Kiryushina and Rudakov calculated that men’s salaries increase 11% annually, as compared to 7% for women. Women employees’ work experience is ‘monetised’ less. One explanation for this is gender discrimination: women receive promotions less often and so their salaries do not increase as quickly.
Men and women receive different benefits from their education and training. For example, men who have completed their studies in engineering fields earn 16% more than men with only SVE in the same field, and women earn only 12% more. Even in so-called ‘women’s’ professions such as the service sector, men with a corresponding education earn 13.3% more, whereas the increase for women is a slightly lower 12.7%.
The ‘penalties’ that women suffer vary greatly by industry. Thus, gender differences in salaries are smaller in the service sector, education, healthcare and the natural sciences. For example, the disparity totals 14% in the natural sciences and mathematics.
But there are also fields where that ‘penalty’ is very high, such as the social sciences, where women’s and men’s salaries differ by 31%.
An analysis of the role that the length of the workweek played in salaries showed that a 10% longer workweek resulted in 3.8% higher wages for men, but 1.8% higher for women. The male-female income ratio also differs by region. In all regions, women earn less than men do, but that gap is larger in some regions than in others, with the smallest differences in the Central and Urals federal districts and the largest in the North Caucasus and Volga regions.
Possible reasons for the variations are differences in the value of the higher education prevalent among women and in the perception of a woman’s place in society that is typical in largely rural regions (in the spirit of ‘the man is the breadwinner of the family’). Previous studies have found that the highest gender contrasts are in low-wage jobs. Thus, the gender wage gap is larger among graduates who have just entered the labour market in less urbanised areas than among young workers in the big cities.
One important finding of the study is that a person’s salary is still highly dependent on their area of study — that is, on the choice they make in the upper grades.
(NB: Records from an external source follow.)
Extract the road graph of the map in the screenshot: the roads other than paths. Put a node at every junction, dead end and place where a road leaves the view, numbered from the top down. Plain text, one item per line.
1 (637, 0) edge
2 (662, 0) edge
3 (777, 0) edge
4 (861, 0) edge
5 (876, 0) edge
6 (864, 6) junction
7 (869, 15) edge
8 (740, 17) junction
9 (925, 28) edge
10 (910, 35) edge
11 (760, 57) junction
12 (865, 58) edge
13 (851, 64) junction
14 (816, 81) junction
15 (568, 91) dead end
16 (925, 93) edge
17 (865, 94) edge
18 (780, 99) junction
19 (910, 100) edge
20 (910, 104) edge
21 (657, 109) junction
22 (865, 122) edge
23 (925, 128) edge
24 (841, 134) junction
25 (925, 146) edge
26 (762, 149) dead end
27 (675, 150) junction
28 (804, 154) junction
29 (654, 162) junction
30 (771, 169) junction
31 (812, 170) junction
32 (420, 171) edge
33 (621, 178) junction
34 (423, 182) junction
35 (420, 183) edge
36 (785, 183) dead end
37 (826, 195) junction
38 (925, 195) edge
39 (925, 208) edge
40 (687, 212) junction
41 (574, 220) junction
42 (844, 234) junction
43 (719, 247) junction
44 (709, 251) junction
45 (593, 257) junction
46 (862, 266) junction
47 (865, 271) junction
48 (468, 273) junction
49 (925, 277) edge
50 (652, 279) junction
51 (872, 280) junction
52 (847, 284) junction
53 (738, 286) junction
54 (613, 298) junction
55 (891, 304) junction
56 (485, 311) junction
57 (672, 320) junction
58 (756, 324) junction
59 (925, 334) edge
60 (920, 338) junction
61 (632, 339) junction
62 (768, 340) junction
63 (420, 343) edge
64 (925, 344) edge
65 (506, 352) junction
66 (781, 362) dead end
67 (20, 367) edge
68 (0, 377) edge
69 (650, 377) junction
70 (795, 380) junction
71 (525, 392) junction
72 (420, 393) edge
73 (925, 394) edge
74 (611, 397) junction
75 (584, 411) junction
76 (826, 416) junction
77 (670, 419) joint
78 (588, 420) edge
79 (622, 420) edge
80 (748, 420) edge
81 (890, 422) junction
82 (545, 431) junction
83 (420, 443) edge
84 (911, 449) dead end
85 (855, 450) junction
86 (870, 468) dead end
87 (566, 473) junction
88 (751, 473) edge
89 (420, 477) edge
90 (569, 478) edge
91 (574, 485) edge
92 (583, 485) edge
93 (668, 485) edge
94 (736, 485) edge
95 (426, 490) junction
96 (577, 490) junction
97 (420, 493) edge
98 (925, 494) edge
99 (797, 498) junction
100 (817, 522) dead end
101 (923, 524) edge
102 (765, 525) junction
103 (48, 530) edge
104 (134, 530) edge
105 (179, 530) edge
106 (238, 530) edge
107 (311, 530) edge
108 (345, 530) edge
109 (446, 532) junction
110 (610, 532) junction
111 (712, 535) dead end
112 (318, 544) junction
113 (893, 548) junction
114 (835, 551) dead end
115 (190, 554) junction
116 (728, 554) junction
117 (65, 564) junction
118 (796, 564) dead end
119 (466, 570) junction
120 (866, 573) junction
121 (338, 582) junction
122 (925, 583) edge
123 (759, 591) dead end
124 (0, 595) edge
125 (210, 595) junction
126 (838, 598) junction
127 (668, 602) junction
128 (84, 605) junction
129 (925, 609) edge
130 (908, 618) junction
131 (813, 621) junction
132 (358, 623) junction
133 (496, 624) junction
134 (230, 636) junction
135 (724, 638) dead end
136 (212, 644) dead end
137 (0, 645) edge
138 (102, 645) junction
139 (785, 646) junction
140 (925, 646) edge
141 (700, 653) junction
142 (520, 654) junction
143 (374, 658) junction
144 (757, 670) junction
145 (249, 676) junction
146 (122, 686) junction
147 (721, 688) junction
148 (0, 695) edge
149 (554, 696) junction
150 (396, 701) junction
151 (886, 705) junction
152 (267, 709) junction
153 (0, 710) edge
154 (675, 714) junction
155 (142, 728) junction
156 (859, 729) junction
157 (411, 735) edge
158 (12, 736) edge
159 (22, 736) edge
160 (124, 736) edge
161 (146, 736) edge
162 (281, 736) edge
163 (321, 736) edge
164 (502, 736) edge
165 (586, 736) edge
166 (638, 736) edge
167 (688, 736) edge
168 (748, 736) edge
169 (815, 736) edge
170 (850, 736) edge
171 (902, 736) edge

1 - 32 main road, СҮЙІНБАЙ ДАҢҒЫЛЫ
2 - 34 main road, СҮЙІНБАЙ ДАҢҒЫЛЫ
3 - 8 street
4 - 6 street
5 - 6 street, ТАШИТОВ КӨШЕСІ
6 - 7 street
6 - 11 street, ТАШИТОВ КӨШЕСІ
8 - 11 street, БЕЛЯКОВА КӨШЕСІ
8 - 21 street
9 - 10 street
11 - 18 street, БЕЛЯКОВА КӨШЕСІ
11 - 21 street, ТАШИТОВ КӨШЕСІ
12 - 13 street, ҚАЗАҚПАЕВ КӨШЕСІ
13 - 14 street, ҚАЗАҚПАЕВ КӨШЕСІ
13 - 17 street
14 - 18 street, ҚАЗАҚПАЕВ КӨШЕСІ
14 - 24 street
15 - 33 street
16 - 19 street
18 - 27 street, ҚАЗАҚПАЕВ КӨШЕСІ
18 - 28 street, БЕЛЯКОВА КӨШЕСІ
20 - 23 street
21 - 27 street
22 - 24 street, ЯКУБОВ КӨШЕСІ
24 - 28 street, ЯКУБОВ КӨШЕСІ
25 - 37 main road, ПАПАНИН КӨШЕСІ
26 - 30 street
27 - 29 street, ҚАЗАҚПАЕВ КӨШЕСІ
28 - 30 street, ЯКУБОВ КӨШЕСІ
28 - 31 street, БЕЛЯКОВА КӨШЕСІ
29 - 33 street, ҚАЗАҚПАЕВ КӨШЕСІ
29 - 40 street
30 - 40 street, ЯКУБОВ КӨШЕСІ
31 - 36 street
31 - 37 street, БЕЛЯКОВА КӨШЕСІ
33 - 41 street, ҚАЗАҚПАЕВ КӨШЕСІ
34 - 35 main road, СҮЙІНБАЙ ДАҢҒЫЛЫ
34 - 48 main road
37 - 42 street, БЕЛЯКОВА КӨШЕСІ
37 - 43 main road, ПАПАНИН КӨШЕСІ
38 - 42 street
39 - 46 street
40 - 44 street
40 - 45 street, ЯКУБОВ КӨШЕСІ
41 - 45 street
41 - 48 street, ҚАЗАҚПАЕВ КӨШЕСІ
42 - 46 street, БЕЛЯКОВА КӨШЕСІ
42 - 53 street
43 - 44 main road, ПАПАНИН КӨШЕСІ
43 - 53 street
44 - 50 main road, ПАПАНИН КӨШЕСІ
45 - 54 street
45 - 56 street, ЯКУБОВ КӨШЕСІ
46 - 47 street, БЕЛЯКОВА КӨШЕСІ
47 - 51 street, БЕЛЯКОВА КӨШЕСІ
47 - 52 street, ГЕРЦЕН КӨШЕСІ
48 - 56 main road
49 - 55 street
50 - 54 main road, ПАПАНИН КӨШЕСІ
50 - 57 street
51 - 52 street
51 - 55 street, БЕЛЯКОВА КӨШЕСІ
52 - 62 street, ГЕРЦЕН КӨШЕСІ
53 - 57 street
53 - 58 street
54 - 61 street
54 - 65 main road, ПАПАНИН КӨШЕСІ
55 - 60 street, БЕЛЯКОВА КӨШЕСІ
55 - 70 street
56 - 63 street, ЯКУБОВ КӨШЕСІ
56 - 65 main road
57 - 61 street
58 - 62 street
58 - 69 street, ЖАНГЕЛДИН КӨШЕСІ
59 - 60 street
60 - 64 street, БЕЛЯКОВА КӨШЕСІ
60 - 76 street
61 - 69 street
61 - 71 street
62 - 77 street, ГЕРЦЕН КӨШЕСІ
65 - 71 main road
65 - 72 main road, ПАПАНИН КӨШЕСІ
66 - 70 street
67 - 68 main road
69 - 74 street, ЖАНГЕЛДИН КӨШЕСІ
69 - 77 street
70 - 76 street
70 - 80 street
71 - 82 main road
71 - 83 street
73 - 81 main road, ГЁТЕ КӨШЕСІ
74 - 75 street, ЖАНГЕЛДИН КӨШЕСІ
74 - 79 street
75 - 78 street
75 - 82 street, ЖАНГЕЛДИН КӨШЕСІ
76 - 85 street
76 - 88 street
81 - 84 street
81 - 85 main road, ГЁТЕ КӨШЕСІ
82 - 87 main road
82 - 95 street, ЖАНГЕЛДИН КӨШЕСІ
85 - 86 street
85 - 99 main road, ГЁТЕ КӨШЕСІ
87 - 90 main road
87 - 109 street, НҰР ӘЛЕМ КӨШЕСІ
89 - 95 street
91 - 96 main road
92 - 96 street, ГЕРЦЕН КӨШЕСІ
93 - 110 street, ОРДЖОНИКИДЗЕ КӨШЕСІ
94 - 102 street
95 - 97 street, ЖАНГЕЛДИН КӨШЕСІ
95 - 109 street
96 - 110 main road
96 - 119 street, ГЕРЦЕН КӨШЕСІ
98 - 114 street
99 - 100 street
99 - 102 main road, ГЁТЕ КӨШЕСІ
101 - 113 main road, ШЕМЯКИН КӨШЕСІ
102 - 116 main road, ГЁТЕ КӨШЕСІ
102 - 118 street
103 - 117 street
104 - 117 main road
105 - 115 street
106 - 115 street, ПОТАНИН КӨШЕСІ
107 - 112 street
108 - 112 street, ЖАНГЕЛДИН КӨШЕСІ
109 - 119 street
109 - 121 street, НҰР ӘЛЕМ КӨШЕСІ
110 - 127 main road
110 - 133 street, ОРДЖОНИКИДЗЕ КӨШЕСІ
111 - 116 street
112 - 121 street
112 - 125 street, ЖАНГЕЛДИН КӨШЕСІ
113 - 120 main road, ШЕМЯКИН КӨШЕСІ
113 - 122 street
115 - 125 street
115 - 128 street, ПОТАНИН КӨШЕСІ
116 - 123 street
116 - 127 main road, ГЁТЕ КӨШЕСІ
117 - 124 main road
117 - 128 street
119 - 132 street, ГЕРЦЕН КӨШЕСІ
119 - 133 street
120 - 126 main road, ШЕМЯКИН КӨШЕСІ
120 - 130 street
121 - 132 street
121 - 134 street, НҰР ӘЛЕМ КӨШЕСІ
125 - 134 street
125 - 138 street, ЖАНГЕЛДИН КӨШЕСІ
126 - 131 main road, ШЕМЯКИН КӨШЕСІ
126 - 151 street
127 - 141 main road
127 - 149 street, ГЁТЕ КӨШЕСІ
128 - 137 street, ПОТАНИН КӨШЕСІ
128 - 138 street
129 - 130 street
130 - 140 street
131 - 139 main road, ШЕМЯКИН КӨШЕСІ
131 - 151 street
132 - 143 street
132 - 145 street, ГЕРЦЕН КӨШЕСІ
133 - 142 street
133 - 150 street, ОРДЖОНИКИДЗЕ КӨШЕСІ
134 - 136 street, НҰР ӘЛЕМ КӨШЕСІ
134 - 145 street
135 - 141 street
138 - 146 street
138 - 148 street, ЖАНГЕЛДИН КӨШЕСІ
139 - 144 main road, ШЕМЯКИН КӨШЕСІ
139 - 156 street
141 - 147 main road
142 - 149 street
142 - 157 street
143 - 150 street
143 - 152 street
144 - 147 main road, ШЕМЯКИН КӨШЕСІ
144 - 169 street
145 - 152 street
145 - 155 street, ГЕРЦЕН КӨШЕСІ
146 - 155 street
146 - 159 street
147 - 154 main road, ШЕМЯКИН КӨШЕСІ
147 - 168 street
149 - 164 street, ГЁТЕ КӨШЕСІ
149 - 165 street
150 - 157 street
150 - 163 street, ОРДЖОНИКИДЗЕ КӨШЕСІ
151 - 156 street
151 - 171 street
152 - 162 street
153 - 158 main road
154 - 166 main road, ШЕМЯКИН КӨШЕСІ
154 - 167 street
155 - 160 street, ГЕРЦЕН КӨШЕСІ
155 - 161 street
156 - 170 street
But that choice can be influenced by the applicant’s expectations (regarding salaries in a particular profession), cultural attitudes, social norms, etc. As everyone knows, the family also plays a major role. As a result, education and parental attitudes can block social lifts for children by forcing them to choose the ‘wrong’ area of specialisation.
Naturally, one of the ways of overcoming the wage gap is through profiling. Margarita Kiryushina and Victor Rudakov point out that women need to be more widely encouraged to pursue those fields that bring the greatest returns on the labour market and offer more highly-paid positions.
Men and women are gradually being profiled in different industries. This is closely related to the translation of gender stereotypes in the course of education — for example, through the attitude of teachers and communication with fellow students. It is important for students to understand, in one way or another, that their success in a particular speciality does not depend on gender.
Young women could be encouraged to pursue STEM (Science, Technology, Engineering and Mathematics) studies with the help of special academic Olympics, workshops, scholarships and grants. But social assistance in the form of maternity support is no less important. When a woman is confident that she can combine work with raising a child, she feels more freedom in her choice of profession. She would not feel the constraints and limitations concerning ‘men’s’ and ‘women’s’ fields of work. This, in turn, would probably reduce discrimination.